My friend and I were talking tonight, and she asked me how savvy I was about social media. I said, "What's social media?"
Seriously, I admitted that I am extremely low-tech. Embarrassingly so. It's amazing that I have a blog at all, in fact. You know what I actually said to my friend tonight? I said, "Having my blog was a hard row to hoe."
I mean, what hope could there possibly be for me when I'm using agricultural metaphors? (Is metaphor even the right term? I don't know, and I'm too tired to look it up. Remember: I have three children and I work part-time!)
Anyway, I could have used more up-to-date terminology. But words like bytes and ram and other high tech words don't just trip off my tongue.
It was hard for me to set up my blog at first, because I couldn't comprehend the blog vocabulary. I had to learn all about URLs and labels and so on. However, it was all worth it, and I learned a lot.
I'm still not on facebook, though. I go back and forth about whether I should be. Obviously there are pros and cons to everything. And I haven't tried it, so I can't really speak comprehensively about it. Or rather, text! (Did you notice how I slipped that in there?)
We also got to talking about how much social media our children should be allowed. It's an interesting topic.
I remember with my oldest son that he had never been on a computer prior to JK, and I was surprised to learn it was part of the curriculum. You could say I was shocked. Now, my youngest has been on the computer for probably a year already before she has even started JK. I figure if she needs to learn it she may as well start young. And all she has done is type letters onto a blank word document. But it has gotten her familiar with a computer keyboard.

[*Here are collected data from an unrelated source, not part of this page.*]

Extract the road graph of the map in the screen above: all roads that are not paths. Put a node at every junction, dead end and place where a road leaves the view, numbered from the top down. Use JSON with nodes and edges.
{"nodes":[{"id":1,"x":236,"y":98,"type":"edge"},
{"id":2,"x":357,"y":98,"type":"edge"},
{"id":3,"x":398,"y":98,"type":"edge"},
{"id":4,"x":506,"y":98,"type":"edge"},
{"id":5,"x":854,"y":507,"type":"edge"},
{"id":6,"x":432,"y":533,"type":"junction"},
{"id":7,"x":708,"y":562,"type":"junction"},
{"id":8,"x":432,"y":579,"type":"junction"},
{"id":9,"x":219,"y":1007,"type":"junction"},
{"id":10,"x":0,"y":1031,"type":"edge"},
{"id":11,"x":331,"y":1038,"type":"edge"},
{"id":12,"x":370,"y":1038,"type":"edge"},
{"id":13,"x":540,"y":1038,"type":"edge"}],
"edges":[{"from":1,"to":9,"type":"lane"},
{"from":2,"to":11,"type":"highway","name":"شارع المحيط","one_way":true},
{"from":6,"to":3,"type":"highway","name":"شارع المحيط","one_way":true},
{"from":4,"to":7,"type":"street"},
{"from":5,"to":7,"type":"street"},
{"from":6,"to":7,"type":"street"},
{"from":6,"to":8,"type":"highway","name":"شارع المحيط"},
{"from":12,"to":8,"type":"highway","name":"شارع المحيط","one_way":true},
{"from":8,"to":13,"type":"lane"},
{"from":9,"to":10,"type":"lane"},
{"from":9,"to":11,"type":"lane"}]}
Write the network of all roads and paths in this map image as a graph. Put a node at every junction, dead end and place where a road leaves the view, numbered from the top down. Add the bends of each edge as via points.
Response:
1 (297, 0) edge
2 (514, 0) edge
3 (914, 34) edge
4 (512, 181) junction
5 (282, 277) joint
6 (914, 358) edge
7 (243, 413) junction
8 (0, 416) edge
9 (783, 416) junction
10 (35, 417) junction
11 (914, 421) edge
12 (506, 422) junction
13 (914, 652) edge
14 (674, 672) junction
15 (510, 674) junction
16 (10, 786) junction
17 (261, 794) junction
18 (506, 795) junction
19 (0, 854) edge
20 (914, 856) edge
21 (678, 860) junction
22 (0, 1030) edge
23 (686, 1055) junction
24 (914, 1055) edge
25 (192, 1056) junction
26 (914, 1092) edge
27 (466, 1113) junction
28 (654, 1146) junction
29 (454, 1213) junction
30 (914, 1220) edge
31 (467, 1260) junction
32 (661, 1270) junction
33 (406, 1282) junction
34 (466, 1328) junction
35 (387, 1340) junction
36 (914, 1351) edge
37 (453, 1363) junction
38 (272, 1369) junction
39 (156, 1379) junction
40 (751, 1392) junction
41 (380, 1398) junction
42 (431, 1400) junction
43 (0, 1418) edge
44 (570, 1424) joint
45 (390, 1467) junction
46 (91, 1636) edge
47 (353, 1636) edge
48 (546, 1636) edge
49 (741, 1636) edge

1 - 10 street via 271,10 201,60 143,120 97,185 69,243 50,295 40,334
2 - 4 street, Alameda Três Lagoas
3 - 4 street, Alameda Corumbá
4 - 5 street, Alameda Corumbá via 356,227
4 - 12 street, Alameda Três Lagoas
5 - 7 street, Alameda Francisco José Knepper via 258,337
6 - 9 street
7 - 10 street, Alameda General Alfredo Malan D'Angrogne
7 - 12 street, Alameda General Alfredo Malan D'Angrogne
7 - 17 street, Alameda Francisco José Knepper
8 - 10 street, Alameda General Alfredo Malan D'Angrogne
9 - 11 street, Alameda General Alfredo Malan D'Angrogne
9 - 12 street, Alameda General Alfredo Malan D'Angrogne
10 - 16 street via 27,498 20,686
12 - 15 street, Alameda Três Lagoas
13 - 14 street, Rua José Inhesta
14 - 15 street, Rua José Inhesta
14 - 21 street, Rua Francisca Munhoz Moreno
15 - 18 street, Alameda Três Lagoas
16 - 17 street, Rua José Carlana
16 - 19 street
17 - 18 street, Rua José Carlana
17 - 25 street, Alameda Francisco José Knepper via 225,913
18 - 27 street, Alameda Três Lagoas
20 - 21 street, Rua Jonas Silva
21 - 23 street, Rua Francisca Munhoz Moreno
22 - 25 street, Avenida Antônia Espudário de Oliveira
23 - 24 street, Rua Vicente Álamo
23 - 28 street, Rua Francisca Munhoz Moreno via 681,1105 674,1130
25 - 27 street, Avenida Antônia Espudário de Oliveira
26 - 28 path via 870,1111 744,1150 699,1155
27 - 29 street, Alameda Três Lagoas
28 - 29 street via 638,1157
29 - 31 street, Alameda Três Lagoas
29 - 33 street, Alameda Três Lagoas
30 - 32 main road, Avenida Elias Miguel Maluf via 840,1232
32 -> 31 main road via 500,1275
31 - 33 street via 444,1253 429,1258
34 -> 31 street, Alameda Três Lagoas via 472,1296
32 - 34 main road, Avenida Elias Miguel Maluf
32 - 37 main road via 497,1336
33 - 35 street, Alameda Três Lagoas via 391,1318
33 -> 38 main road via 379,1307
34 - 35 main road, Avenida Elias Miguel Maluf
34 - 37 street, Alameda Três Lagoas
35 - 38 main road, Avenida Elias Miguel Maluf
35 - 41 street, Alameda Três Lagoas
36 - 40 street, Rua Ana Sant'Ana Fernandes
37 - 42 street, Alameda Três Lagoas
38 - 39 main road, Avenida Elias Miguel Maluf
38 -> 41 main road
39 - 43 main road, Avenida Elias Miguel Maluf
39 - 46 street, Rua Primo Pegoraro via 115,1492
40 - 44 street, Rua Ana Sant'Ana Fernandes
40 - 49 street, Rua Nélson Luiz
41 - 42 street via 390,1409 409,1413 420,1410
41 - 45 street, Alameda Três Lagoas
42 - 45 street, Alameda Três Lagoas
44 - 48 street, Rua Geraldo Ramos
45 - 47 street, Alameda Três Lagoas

I went to a Literacy Presentation once, and the presenter talked about how literacy takes all forms. We need to be opening doors, not shutting them.
So I let my children have a DS and a Wii. They play on the computer (with a great many limits). I limit all the screen time. My children also read books, play board games, word games, and pretend games. We go to the park and hike. The kids know there will be Lego time and backyard and reading time as well as screen time. But they do read on the DS and they have to read certain things on the Wii as well. And it's all literacy. I think if children like it, they will explore it. If they relate to it, they will enjoy it. As with everything in life, it's a fine balance (thank you, Rohinton Mistry).
I want my children to be well-rounded. And to not have to use agricultural metaphors!